Что же это такое? Скажут: ‘Окончательная легкость души’. Но ведь не могу же я всеми фибрами души не чувствовать, что на всем этом лежит страшная серьезность настроения, которая только никогда не переходит в угрюмость, печаль, отрицание, а сорадуется всему доброму в мире, и в мусульманине, и в еврее, и уж, конечно, в христианине. Все принимает. А не исключает ничего, кроме, впрочем, одного: горя, вредительства.

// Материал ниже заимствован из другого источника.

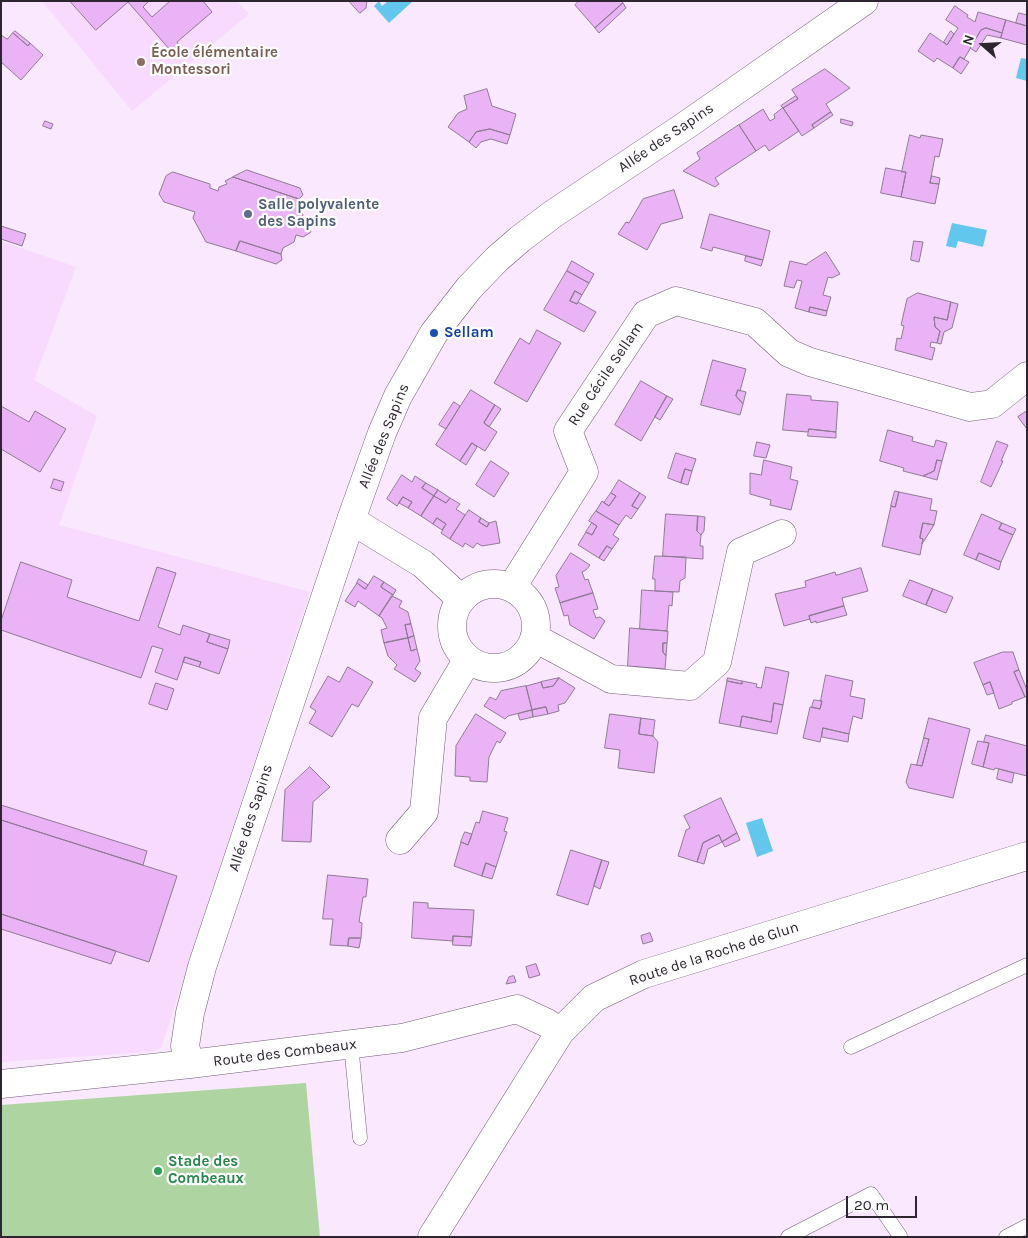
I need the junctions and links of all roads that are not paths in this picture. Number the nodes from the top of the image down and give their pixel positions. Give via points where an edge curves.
1 (864, 1) edge
2 (1027, 376) edge
3 (350, 520) junction
4 (782, 534) dead end
5 (512, 587) junction
6 (461, 599) junction
7 (535, 638) junction
8 (468, 660) junction
9 (400, 840) dead end
10 (1027, 856) edge
11 (1027, 965) edge
12 (560, 1032) junction
13 (351, 1044) junction
14 (851, 1047) dead end
15 (190, 1064) junction
16 (1, 1084) edge
17 (360, 1138) dead end
18 (1027, 1226) edge
19 (900, 1236) dead end
20 (432, 1237) edge
21 (788, 1237) edge
22 (1006, 1237) edge

1 - 3 street, Allée des Sapins via 553,214 497,258 434,333 417,361 398,396
2 - 5 street, Rue Cécile Sellam via 992,404 970,407 810,362 789,353 755,322 676,300 646,314 568,431 584,472
3 - 6 street via 423,564
3 - 15 street, Allée des Sapins via 202,967 185,1046
4 - 7 street via 740,552 717,662 690,686 611,679
5 - 6 street via 484,584
5 - 7 street via 522,593 535,614
6 - 8 street via 452,624 459,650
7 - 8 street via 519,660 507,666 480,666
8 - 9 street via 433,718 424,812
10 - 12 street, Route de la Roche de Glun via 644,974 594,998
11 - 14 lane
12 - 13 street, Route des Combeaux via 517,1009 402,1038
12 - 20 street, Route de la Roche de Glun
13 - 15 street, Route des Combeaux
13 - 17 lane
15 - 16 street, Route des Combeaux
18 - 22 lane
19 - 21 lane via 871,1194

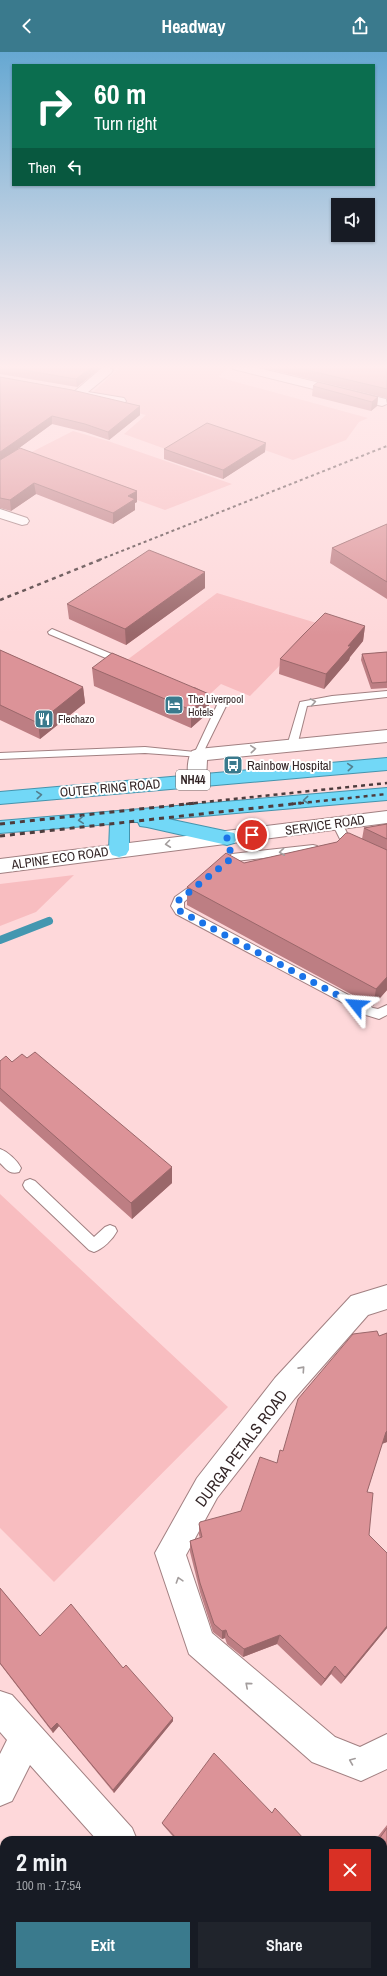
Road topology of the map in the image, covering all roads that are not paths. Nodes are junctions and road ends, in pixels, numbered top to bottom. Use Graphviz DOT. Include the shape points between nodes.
graph roads {
  1 [pos="0,513"];
  2 [pos="22,521"];
  3 [pos="52,632"];
  4 [pos="132,666"];
  5 [pos="183,687"];
  6 [pos="387,694"];
  7 [pos="387,736"];
  8 [pos="292,746"];
  9 [pos="198,755"];
  10 [pos="0,756"];
  11 [pos="387,764"];
  12 [pos="197,780"];
  13 [pos="387,794"];
  14 [pos="0,798"];
  15 [pos="120,816"];
  16 [pos="387,817"];
  17 [pos="338,823"];
  18 [pos="0,827"];
  19 [pos="227,838"];
  20 [pos="335,846"];
  21 [pos="320,848"];
  22 [pos="119,850"];
  23 [pos="232,858"];
  24 [pos="0,866"];
  25 [pos="387,1010"];
  26 [pos="0,1155"];
  27 [pos="14,1168"];
  28 [pos="30,1185"];
  29 [pos="110,1231"];
  30 [pos="387,1297"];
  31 [pos="0,1707"];
  32 [pos="27,1736"];
  33 [pos="387,1751"];
  34 [pos="0,1789"];
  35 [pos="116,1836"];
  1 -- 2 [label="street"];
  3 -- 4 [label="lane"];
  5 -- 9 [label="lane" via="222,704"];
  8 -- 6 [label="lane, one-way" via="304,704"];
  7 -- 8 [label="street"];
  9 -- 8 [label="street, one-way"];
  9 -- 10 [label="lane" via="145,750"];
  9 -- 12 [label="street"];
  12 -- 11 [label="highway, OUTER RING ROAD / NH44, one-way"];
  14 -- 12 [label="highway, OUTER RING ROAD / NH44, one-way"];
  13 -- 15 [label="highway, NH44, one-way"];
  15 -- 18 [label="highway, NH44, one-way"];
  15 -- 19 [label="highway"];
  15 -- 22 [label="highway"];
  16 -- 17 [label="street, SERVICE ROAD"];
  17 -- 19 [label="street, SERVICE ROAD"];
  17 -- 20 [label="lane" via="351,846"];
  19 -- 22 [label="street, SERVICE ROAD, one-way"];
  19 -- 23 [label="lane"];
  21 -- 23 [label="lane, one-way"];
  22 -- 24 [label="street, ALPINE ECO ROAD"];
  23 -- 25 [label="lane" via="179,900 177,906 180,911 370,1012 379,1014"];
  26 -- 27 [label="lane"];
  28 -- 29 [label="lane" via="94,1246"];
  33 -- 30 [label="street, DURGA PETALS ROAD, one-way" via="361,1764 324,1750 200,1643 170,1553 207,1488 284,1388 360,1305"];
  31 -- 32 [label="street"];
  32 -- 34 [label="street"];
  32 -- 35 [label="street"];
}
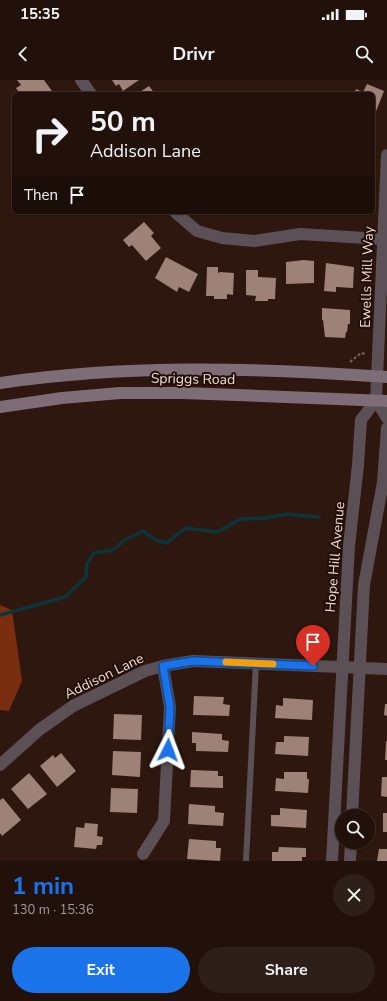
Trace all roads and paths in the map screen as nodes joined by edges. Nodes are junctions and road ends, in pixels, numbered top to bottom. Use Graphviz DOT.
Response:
graph roads {
  1 [pos="81,80"];
  2 [pos="90,92"];
  3 [pos="387,155"];
  4 [pos="177,214"];
  5 [pos="382,239"];
  6 [pos="361,353"];
  7 [pos="365,354"];
  8 [pos="382,376"];
  9 [pos="0,383"];
  10 [pos="381,401"];
  11 [pos="0,407"];
  12 [pos="387,418"];
  13 [pos="387,428"];
  14 [pos="256,663"];
  15 [pos="163,666"];
  16 [pos="342,667"];
  17 [pos="359,668"];
  18 [pos="387,669"];
  19 [pos="0,765"];
  20 [pos="352,809"];
  21 [pos="350,849"];
  22 [pos="143,854"];
  23 [pos="246,861"];
  24 [pos="332,861"];
  25 [pos="350,861"];
  1 -- 2 [label="street"];
  3 -- 5 [label="street, Ewells Mill Way"];
  4 -- 5 [label="street"];
  5 -- 8 [label="street, Ewells Mill Way"];
  6 -- 7 [label="path"];
  8 -- 9 [label="main road, Spriggs Road"];
  8 -- 10 [label="street, Ewells Mill Way"];
  10 -- 11 [label="main road, Spriggs Road"];
  10 -- 12 [label="street"];
  10 -- 16 [label="street, Hope Hill Avenue"];
  13 -- 17 [label="street"];
  14 -- 15 [label="street, Addison Lane"];
  14 -- 16 [label="street, Addison Lane"];
  14 -- 23 [label="lane"];
  15 -- 19 [label="street, Addison Lane"];
  15 -- 22 [label="street"];
  16 -- 17 [label="street, Addison Lane"];
  16 -- 24 [label="street, Hope Hill Avenue"];
  17 -- 18 [label="street, Addison Lane"];
  17 -- 20 [label="street"];
  21 -- 25 [label="street"];
}
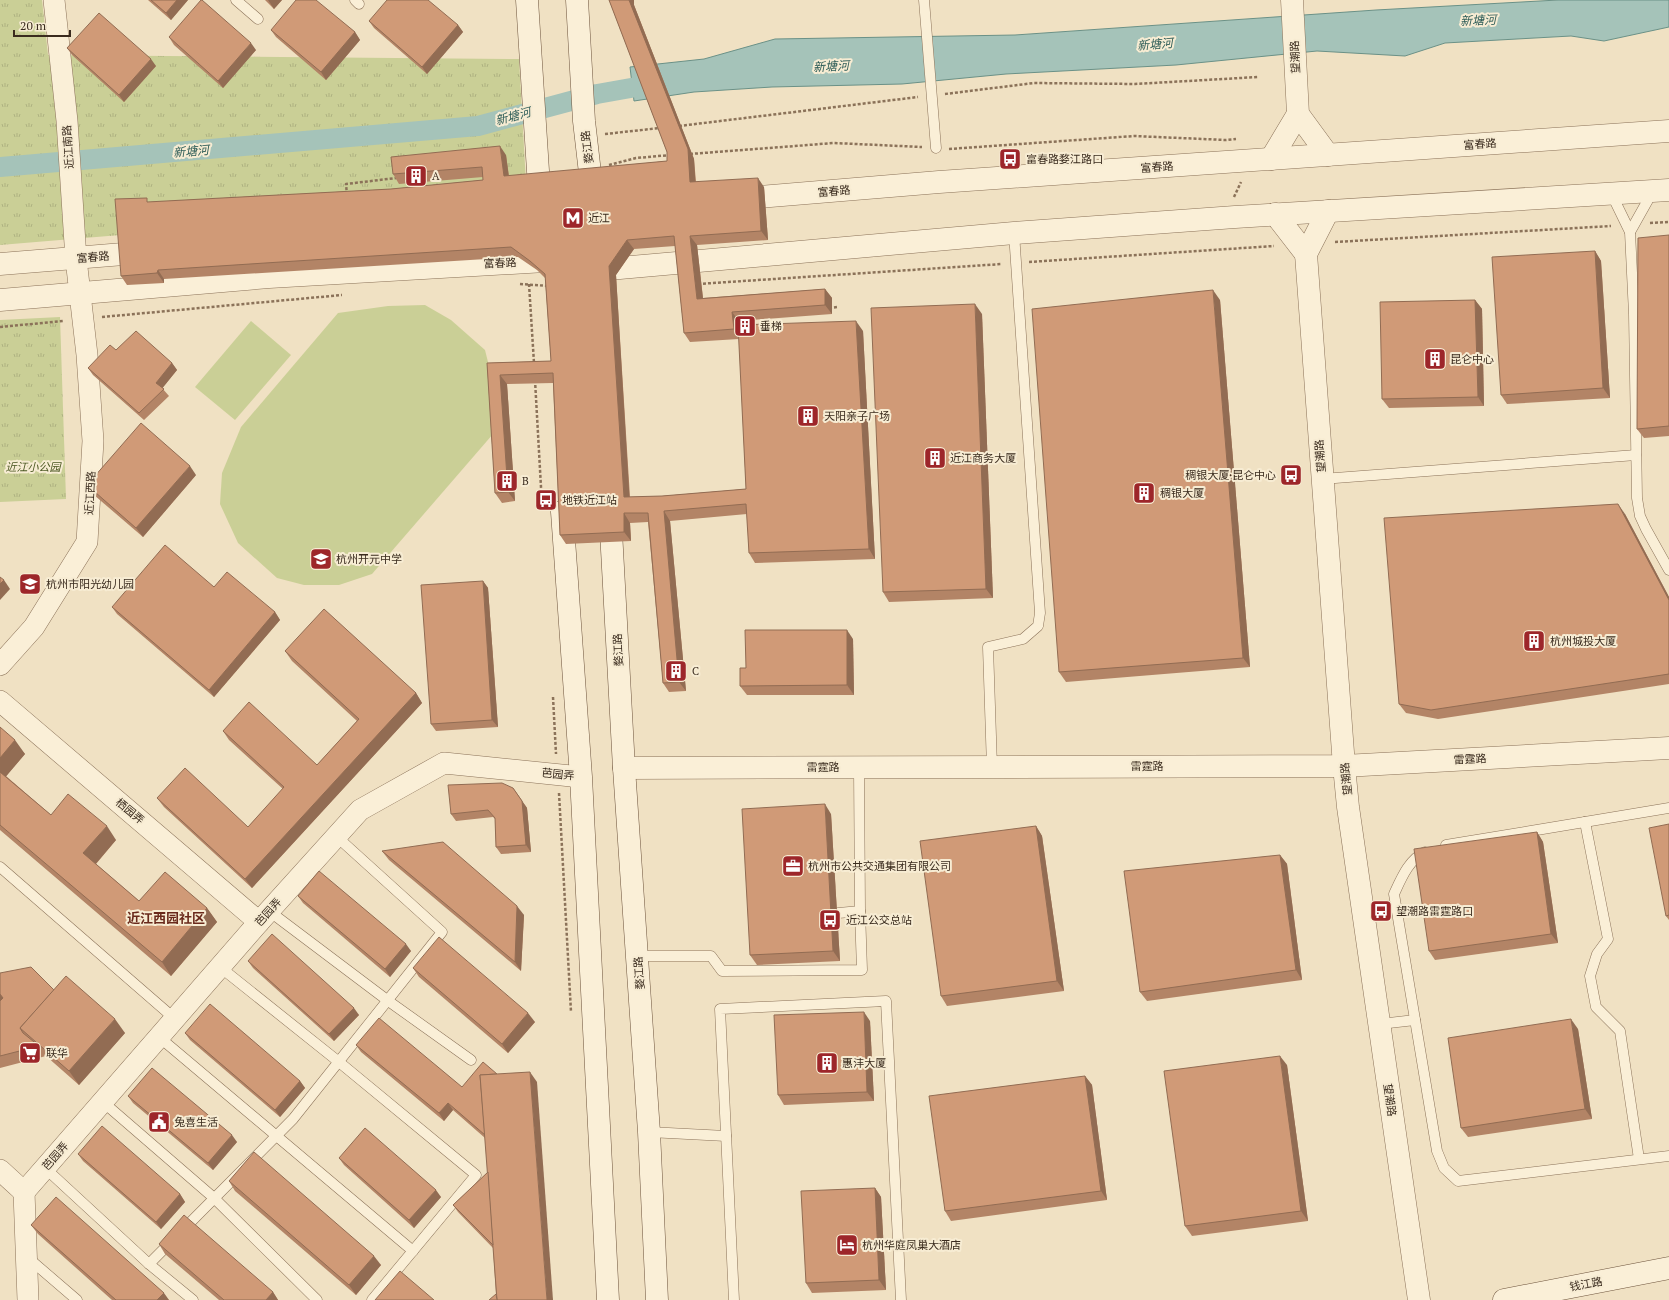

И объясните, в самом деле, из чего не смешана наша религия и у кого мы не учимся? Ей-ей, все эти ‘папы’ и ‘патриархи’ суть остаток той древности состояния, когда народы и культуры были разделены до полного неведения друг друга. А теперь, когда мы читаем Данте или Шекспира, да и наших Гоголя и Толстого, слова такой религиозной содержательности, какой ни у наших Иннокентиев и Филаретов не найдем, теперь что же нам особенного скажут ‘короны Айтаферна’?.. Ничего. Даже слушать не станем. Человечество нисколько не стало буйно, но оно стало, от всемирной слитности образования, до того мудро или, по крайней мере, зрело, что ‘шапкой’ его не удивишь, и никак оно не станет именно ‘из-под такой-то шапки’ ожидать особенно мудрых слов. Мы учимся у всех веков, у всех народов. Мы знаем уже со школы, и знаем все, слова такой особенной мудрости и проникновения, к которым весьма трудно что-нибудь прибавить. Люди выросли. Шапки понизились. Попробовать поднять ‘из древности одну шапку’… конечно, в этом может быть заинтересована ‘Нива’, ибо она даст иллюстрацию ‘современного шествия на осляти’, но что другим, но что вам всем до этого? Гудки на фабриках раздадутся, рабочие побегут к машинам, и патриарху некого будет и благословлять, кроме, впрочем, статистов, которые ‘на сей раз непременно тут будут’. Ну, и, конечно, защелкают с балконов любительские фотографические приборы. Так что для ‘Нивы’ да для любителей-фотографов, — конечно, будет сюжет. А народного, национального, исторического? Едва ли. Не в этом тоска нашего времени. Не в этом тоска современного человека.
Впервые опубликовано: ‘Русское Слово’. 1906. 1 февр. N 31.